[Given records]:
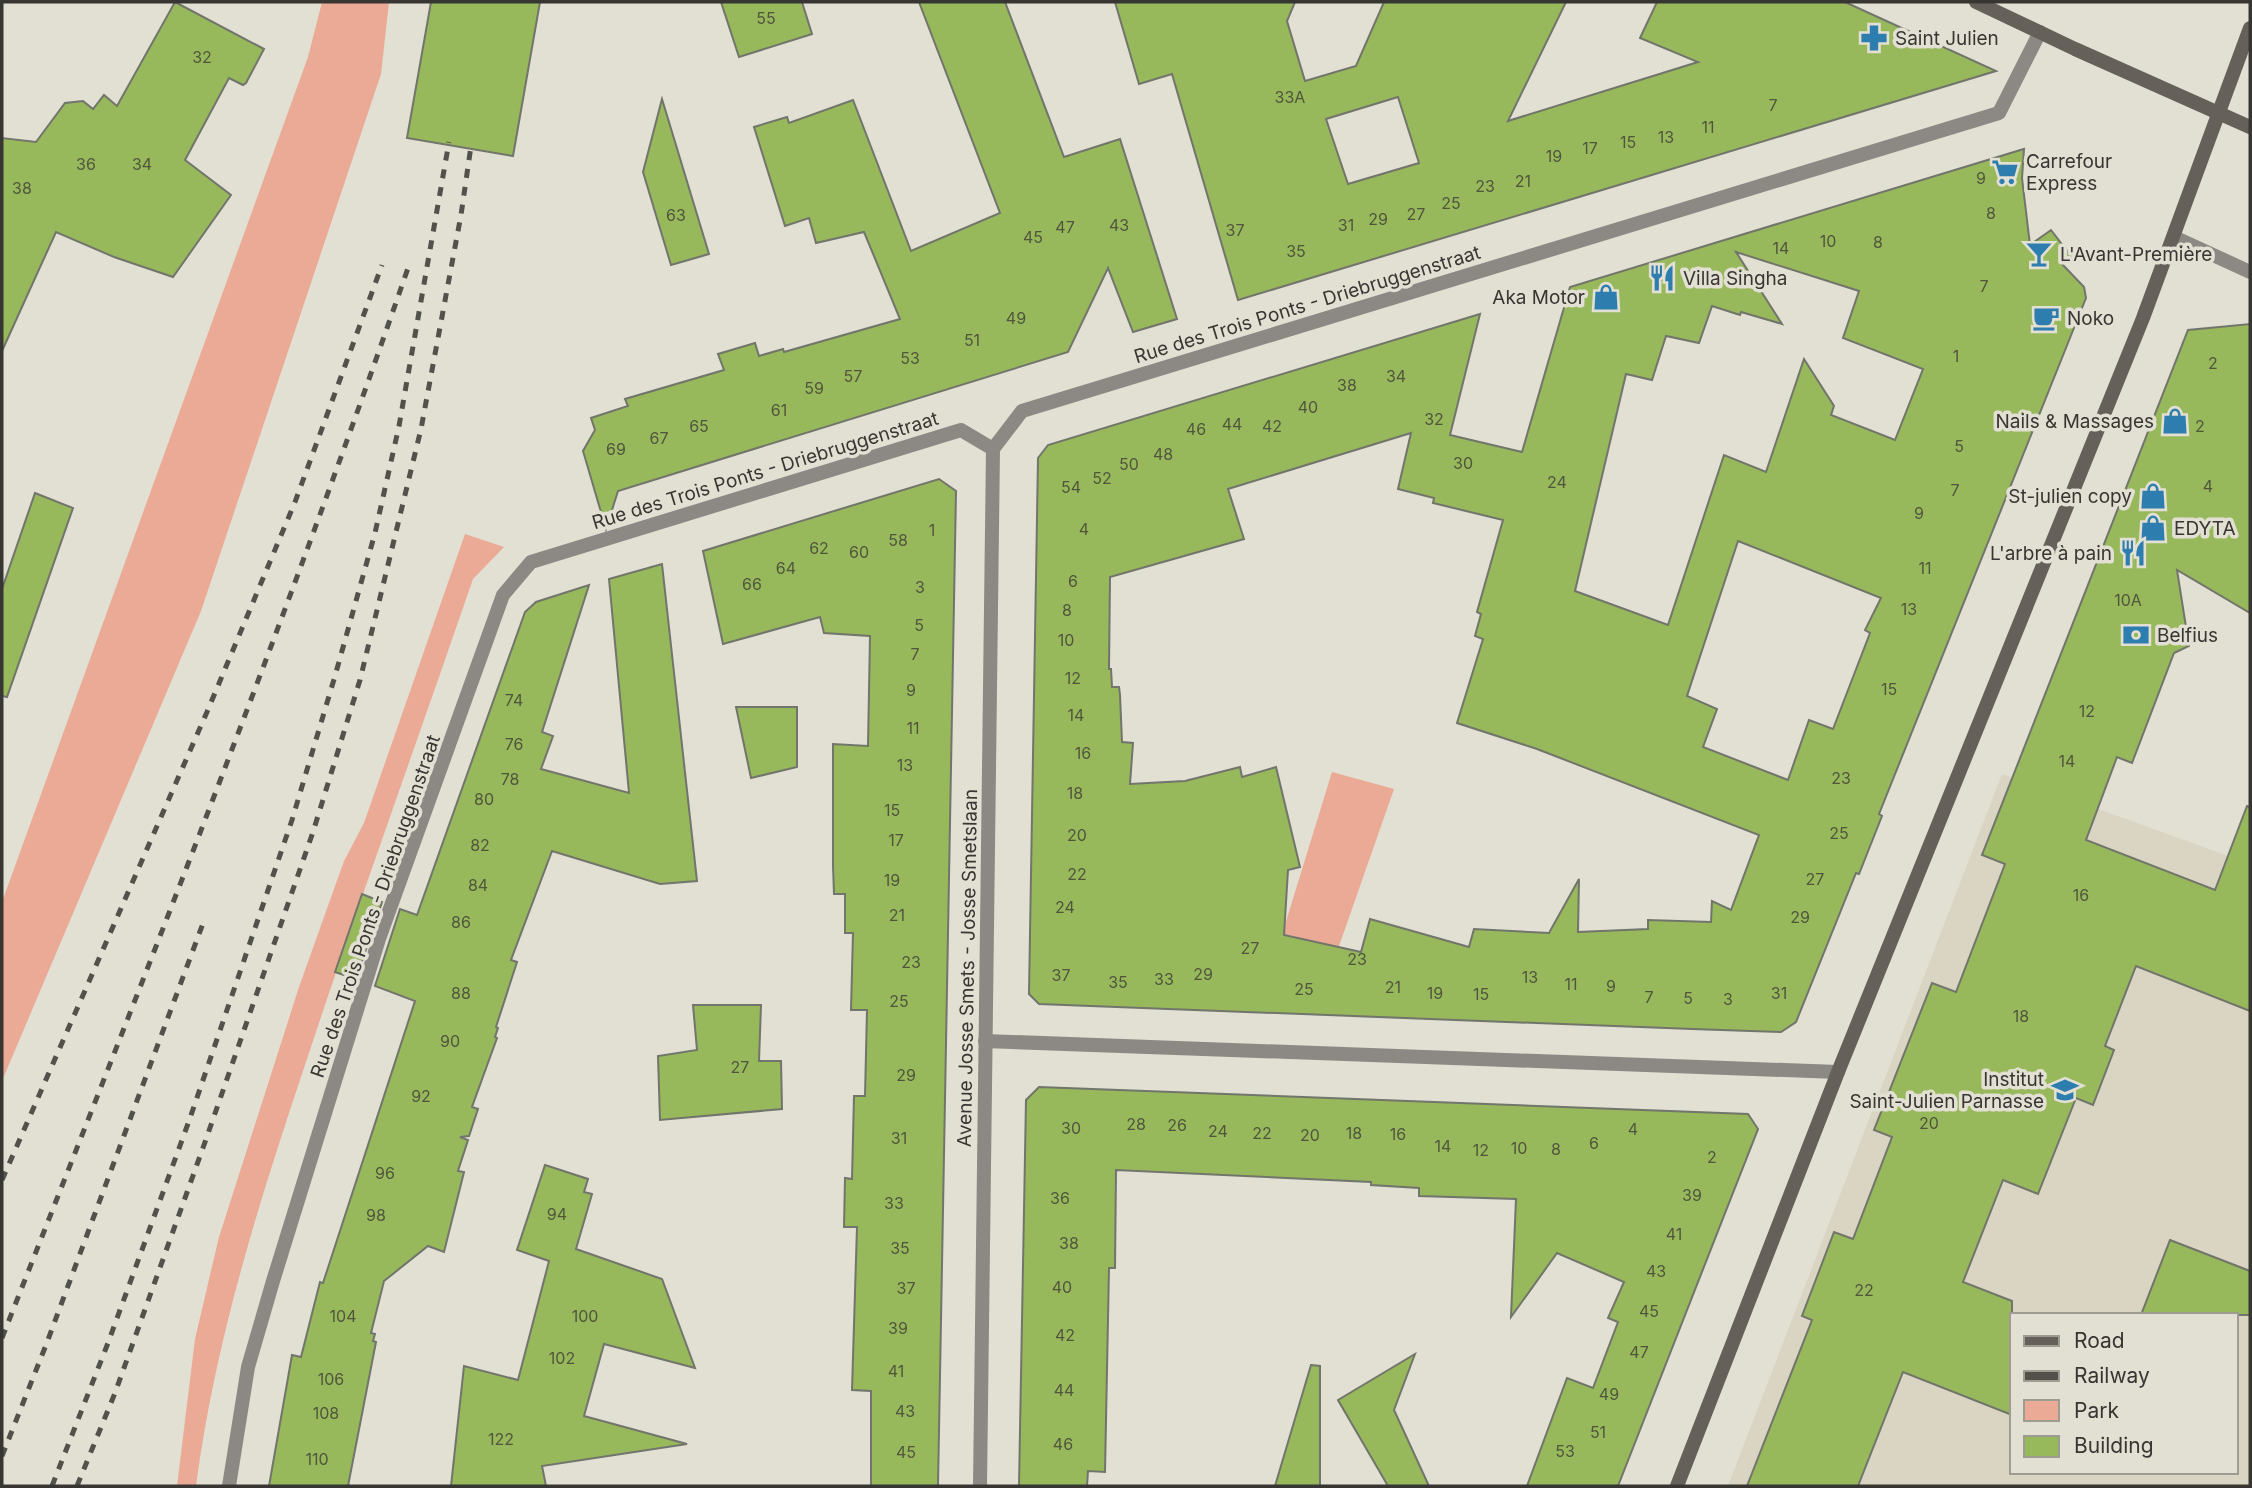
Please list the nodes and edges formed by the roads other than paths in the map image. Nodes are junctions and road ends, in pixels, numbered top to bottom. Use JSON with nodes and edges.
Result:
{"nodes":[{"id":1,"x":1976,"y":2,"type":"edge"},
{"id":2,"x":2250,"y":28,"type":"edge"},
{"id":3,"x":2039,"y":32,"type":"junction"},
{"id":4,"x":2219,"y":113,"type":"junction"},
{"id":5,"x":2250,"y":127,"type":"edge"},
{"id":6,"x":2174,"y":237,"type":"junction"},
{"id":7,"x":2250,"y":272,"type":"edge"},
{"id":8,"x":993,"y":449,"type":"junction"},
{"id":9,"x":985,"y":1041,"type":"junction"},
{"id":10,"x":1838,"y":1072,"type":"junction"},
{"id":11,"x":229,"y":1486,"type":"edge"},
{"id":12,"x":980,"y":1486,"type":"edge"},
{"id":13,"x":1677,"y":1486,"type":"edge"}],
"edges":[{"from":1,"to":3,"type":"street"},
{"from":2,"to":4,"type":"street"},
{"from":3,"to":4,"type":"street"},
{"from":3,"to":8,"type":"street","name":"Rue des Trois Ponts - Driebruggenstraat"},
{"from":4,"to":5,"type":"street"},
{"from":4,"to":6,"type":"street"},
{"from":6,"to":7,"type":"street"},
{"from":6,"to":10,"type":"street"},
{"from":8,"to":9,"type":"street","name":"Avenue Josse Smets - Josse Smetslaan"},
{"from":8,"to":11,"type":"street","name":"Rue des Trois Ponts - Driebruggenstraat"},
{"from":9,"to":10,"type":"street"},
{"from":9,"to":12,"type":"street","name":"Avenue Josse Smets - Josse Smetslaan"},
{"from":10,"to":13,"type":"street"}]}
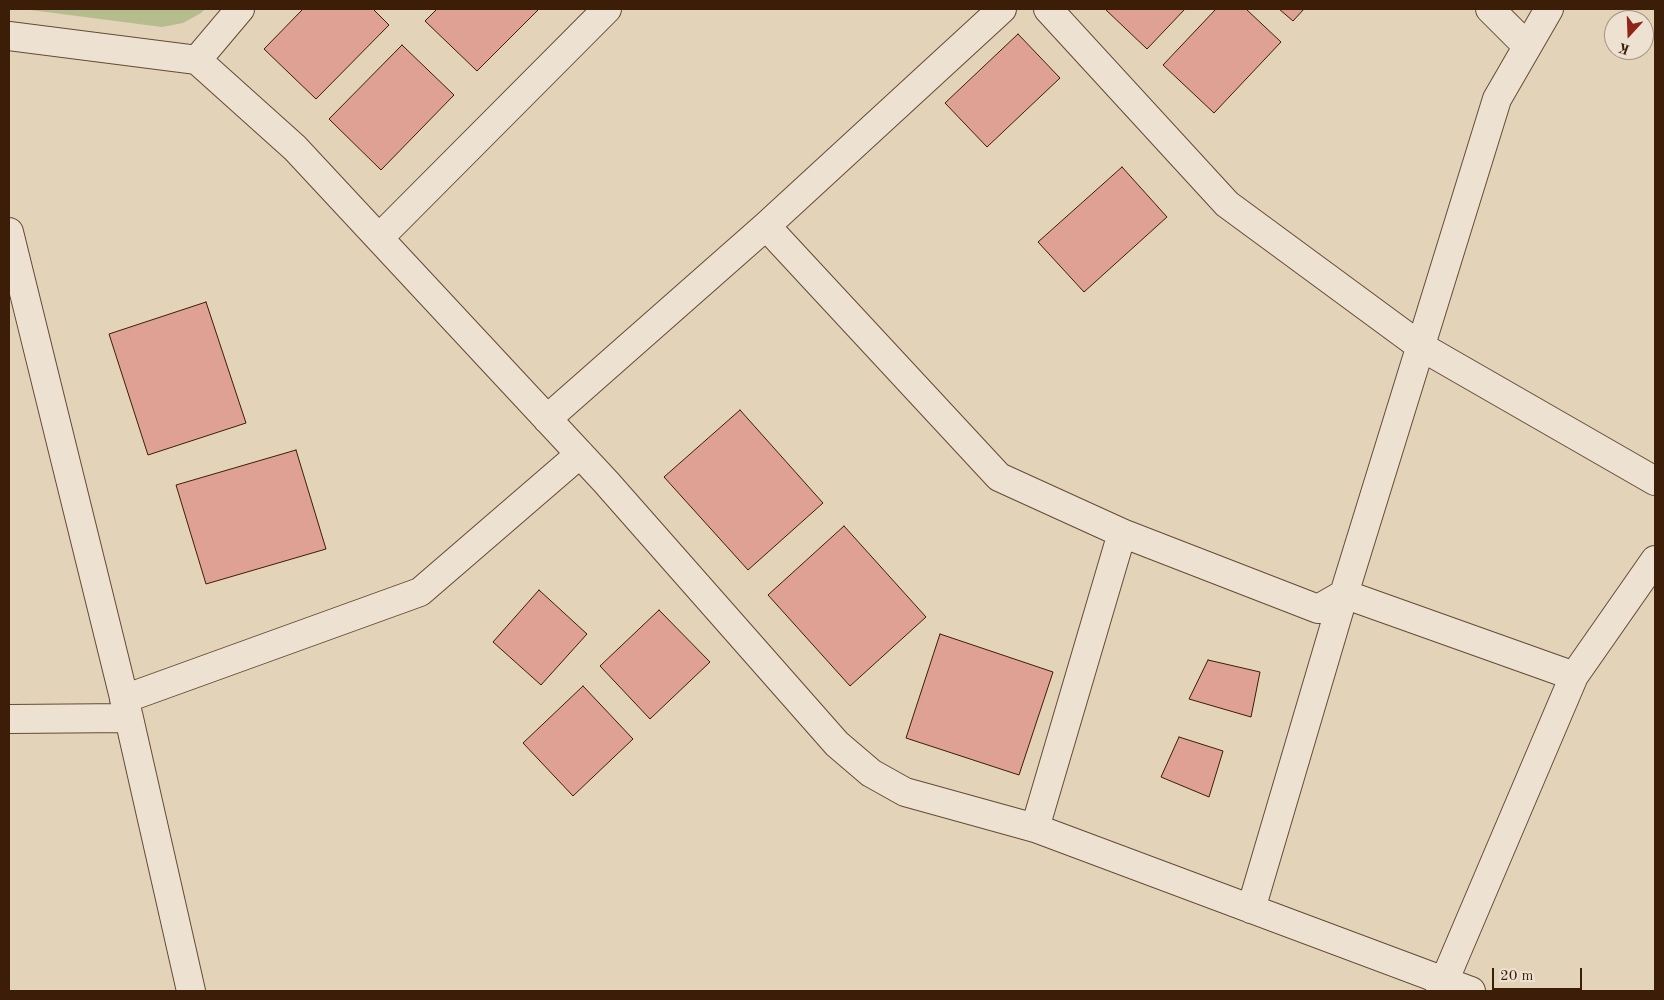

[Exercise requirements]:
Where a line in the records above contains the string "Smets", copy that line.

[Problem solution]:
{"from":8,"to":9,"type":"street","name":"Avenue Josse Smets - Josse Smetslaan"},
{"from":9,"to":12,"type":"street","name":"Avenue Josse Smets - Josse Smetslaan"},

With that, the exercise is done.